TASK OBJECTIVE:
Scan the material for the word "positions", then return every line where it appears.

DATA UNDER STUDY:
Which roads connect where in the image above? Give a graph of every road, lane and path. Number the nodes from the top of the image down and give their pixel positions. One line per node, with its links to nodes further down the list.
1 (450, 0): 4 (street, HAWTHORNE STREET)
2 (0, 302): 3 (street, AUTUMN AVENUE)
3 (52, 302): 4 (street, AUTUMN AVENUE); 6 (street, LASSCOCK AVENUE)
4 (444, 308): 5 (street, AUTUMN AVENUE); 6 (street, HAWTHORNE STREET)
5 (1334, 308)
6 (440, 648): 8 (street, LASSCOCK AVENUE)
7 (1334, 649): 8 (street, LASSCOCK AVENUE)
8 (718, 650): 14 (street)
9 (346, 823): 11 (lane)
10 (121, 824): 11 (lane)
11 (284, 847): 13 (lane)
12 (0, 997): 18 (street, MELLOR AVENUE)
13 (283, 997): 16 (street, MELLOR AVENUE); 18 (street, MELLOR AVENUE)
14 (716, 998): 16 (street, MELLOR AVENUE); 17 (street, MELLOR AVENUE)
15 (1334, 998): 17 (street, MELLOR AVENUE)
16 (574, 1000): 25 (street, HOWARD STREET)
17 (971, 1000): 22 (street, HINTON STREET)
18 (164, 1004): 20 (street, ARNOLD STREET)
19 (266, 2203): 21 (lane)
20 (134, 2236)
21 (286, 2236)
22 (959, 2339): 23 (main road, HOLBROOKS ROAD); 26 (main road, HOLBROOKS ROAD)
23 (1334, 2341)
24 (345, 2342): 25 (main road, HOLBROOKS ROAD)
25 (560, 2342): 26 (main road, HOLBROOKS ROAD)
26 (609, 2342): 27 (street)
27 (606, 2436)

==

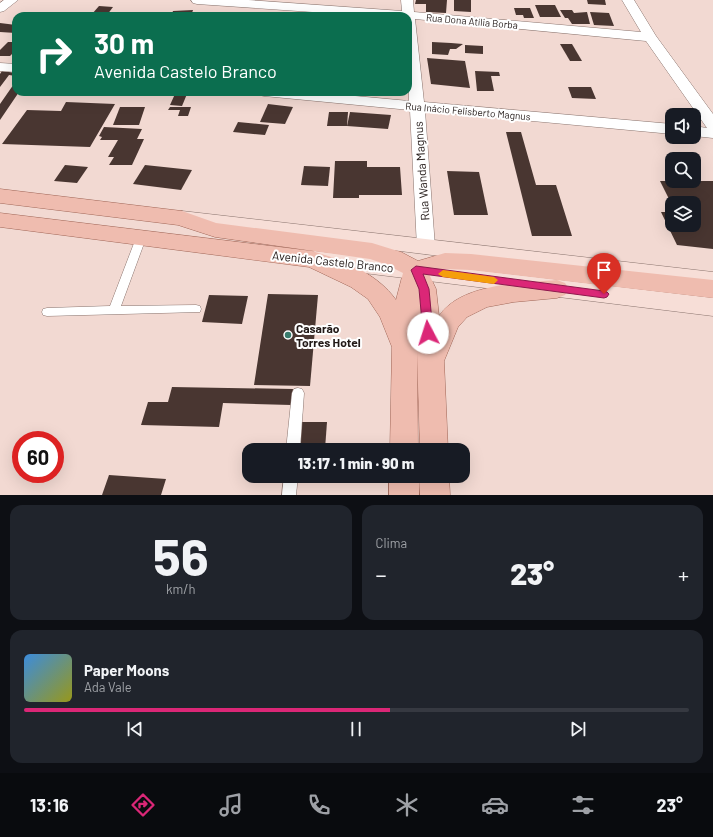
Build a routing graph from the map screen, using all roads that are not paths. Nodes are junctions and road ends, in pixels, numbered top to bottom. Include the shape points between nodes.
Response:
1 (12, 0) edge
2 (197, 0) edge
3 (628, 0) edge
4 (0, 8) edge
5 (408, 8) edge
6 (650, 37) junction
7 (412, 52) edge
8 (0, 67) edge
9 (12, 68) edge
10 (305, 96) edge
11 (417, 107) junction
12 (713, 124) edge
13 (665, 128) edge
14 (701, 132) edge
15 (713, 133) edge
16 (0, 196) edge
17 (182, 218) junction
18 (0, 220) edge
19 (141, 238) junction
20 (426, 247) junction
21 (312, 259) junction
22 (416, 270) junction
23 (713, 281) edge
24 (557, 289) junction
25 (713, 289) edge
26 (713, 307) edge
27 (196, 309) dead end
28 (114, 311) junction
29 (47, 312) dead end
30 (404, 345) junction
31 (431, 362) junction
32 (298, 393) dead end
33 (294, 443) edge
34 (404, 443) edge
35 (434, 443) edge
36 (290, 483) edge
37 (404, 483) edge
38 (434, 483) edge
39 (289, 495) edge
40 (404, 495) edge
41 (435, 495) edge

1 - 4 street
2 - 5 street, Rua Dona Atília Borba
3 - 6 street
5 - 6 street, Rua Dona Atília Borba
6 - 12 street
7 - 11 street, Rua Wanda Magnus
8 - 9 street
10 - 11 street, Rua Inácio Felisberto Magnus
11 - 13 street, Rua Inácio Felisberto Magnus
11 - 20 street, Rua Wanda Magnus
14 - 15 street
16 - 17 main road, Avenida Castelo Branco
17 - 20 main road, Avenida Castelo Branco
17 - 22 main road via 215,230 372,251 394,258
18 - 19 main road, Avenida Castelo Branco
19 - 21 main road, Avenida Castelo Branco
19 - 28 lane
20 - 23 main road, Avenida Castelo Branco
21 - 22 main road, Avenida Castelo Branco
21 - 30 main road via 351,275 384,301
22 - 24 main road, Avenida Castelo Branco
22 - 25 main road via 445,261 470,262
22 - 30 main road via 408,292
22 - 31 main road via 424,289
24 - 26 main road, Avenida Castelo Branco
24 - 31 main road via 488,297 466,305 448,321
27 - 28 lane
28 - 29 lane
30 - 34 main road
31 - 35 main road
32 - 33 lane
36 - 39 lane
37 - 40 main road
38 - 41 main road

...

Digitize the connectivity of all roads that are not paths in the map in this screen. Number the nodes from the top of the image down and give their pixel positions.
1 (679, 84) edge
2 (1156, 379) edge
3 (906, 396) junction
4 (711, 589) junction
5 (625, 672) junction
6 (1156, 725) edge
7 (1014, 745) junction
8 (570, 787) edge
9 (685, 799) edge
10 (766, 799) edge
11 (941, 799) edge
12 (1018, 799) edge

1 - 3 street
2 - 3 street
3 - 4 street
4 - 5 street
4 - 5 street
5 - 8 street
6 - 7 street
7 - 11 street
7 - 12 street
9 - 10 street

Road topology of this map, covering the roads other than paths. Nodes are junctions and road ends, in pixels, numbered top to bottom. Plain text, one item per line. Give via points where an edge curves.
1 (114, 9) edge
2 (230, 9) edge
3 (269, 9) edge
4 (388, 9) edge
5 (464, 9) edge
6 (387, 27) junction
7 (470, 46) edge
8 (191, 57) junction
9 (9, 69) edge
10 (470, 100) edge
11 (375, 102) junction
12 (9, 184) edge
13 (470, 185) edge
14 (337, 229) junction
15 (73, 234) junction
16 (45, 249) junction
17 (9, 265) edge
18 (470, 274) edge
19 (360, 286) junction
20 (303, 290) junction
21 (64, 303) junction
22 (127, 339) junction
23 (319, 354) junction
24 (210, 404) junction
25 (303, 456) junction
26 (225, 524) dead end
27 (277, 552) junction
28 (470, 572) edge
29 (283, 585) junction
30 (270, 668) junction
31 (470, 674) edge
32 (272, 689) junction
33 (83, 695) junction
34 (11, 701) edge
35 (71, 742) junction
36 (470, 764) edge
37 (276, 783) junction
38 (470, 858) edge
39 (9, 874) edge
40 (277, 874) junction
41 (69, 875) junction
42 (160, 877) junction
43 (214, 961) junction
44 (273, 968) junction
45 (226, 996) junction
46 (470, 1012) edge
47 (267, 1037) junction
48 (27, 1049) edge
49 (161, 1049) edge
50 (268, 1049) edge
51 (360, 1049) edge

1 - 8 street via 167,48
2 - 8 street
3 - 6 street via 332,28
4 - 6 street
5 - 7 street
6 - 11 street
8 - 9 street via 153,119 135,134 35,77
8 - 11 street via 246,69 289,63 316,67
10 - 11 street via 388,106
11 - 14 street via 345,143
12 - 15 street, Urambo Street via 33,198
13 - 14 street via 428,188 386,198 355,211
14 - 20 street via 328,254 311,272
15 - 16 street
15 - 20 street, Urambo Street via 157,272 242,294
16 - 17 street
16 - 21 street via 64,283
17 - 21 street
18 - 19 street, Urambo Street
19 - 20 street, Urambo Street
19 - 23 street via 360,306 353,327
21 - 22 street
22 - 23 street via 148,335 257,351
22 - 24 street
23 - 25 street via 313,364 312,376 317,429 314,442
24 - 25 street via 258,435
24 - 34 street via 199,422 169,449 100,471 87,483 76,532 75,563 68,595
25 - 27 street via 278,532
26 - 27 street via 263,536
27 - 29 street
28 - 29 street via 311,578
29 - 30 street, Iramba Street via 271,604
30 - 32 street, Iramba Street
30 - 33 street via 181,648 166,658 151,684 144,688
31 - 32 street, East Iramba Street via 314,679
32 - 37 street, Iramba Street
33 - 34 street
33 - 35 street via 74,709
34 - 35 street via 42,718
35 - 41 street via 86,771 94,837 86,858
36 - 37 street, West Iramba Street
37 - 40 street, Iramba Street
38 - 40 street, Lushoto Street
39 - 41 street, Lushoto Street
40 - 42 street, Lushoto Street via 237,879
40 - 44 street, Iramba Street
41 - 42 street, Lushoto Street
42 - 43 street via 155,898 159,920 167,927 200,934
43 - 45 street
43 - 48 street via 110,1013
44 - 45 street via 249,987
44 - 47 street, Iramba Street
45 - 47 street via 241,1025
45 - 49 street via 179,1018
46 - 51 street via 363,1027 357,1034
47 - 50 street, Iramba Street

OUTPUT OF THE EXERCISE:
Which roads connect where in the image above? Give a graph of every road, lane and path. Number the nodes from the top of the image down and give their pixel positions. One line per node, with its links to nodes further down the list.
Digitize the connectivity of all roads that are not paths in the map in this screen. Number the nodes from the top of the image down and give their pixel positions.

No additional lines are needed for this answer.